WHAT THE TASK REQUIRES - All lines from the one containing "ring pip: (109, 134)" to the end of the data below are to be returned exactly, both ends included, with nothing added.

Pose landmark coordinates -
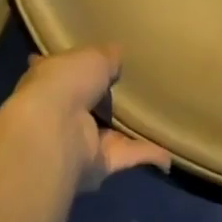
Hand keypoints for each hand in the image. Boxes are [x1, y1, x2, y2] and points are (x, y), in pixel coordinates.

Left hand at [4, 45, 172, 189]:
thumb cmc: (65, 82)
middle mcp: (60, 113)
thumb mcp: (92, 56)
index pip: (60, 73)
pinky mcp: (98, 165)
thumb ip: (108, 56)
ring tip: (157, 119)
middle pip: (86, 106)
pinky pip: (129, 156)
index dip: (71, 68)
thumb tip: (118, 56)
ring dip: (128, 132)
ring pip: (109, 134)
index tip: (82, 63)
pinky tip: (170, 157)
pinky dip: (149, 156)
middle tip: (133, 89)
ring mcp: (78, 142)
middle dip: (103, 101)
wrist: (55, 130)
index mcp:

RESPONSE -
ring pip: (109, 134)
index tip: (82, 63)
pinky tip: (170, 157)
pinky dip: (149, 156)
middle tip: (133, 89)
ring mcp: (78, 142)
middle dip: (103, 101)
wrist: (55, 130)
index mcp:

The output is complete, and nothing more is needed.